→ What to work on
Pull every line of the entries that has the word "junction".

Saved entries
----------------

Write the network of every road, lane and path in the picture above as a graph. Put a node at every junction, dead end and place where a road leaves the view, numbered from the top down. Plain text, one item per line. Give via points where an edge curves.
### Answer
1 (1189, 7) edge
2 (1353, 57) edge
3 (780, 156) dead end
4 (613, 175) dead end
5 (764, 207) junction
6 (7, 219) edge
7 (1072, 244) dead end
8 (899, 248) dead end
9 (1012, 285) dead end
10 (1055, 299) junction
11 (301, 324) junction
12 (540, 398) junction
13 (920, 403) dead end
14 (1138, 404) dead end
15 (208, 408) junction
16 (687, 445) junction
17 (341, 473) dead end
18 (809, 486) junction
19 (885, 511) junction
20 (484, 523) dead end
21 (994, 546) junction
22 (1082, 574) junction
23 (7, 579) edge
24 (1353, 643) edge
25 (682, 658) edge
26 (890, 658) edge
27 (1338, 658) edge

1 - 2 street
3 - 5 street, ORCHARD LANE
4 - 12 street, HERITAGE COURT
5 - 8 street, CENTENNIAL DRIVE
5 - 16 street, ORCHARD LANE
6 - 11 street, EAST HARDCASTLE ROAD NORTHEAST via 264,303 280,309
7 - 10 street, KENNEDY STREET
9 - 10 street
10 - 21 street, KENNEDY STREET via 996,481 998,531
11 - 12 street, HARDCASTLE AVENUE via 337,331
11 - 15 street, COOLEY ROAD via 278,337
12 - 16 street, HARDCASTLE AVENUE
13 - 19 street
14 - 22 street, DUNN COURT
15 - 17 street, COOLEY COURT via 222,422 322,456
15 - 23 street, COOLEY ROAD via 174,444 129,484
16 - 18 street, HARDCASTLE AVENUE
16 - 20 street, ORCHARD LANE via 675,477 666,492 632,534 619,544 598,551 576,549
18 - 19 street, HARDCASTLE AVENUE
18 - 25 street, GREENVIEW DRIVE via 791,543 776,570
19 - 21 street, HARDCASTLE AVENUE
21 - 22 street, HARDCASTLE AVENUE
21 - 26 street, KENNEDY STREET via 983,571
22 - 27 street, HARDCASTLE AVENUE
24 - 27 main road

----------------

→ Exercise answer
Write the network of every road, lane and path in the picture above as a graph. Put a node at every junction, dead end and place where a road leaves the view, numbered from the top down. Plain text, one item per line. Give via points where an edge curves.
5 (764, 207) junction
10 (1055, 299) junction
11 (301, 324) junction
12 (540, 398) junction
15 (208, 408) junction
16 (687, 445) junction
18 (809, 486) junction
19 (885, 511) junction
21 (994, 546) junction
22 (1082, 574) junction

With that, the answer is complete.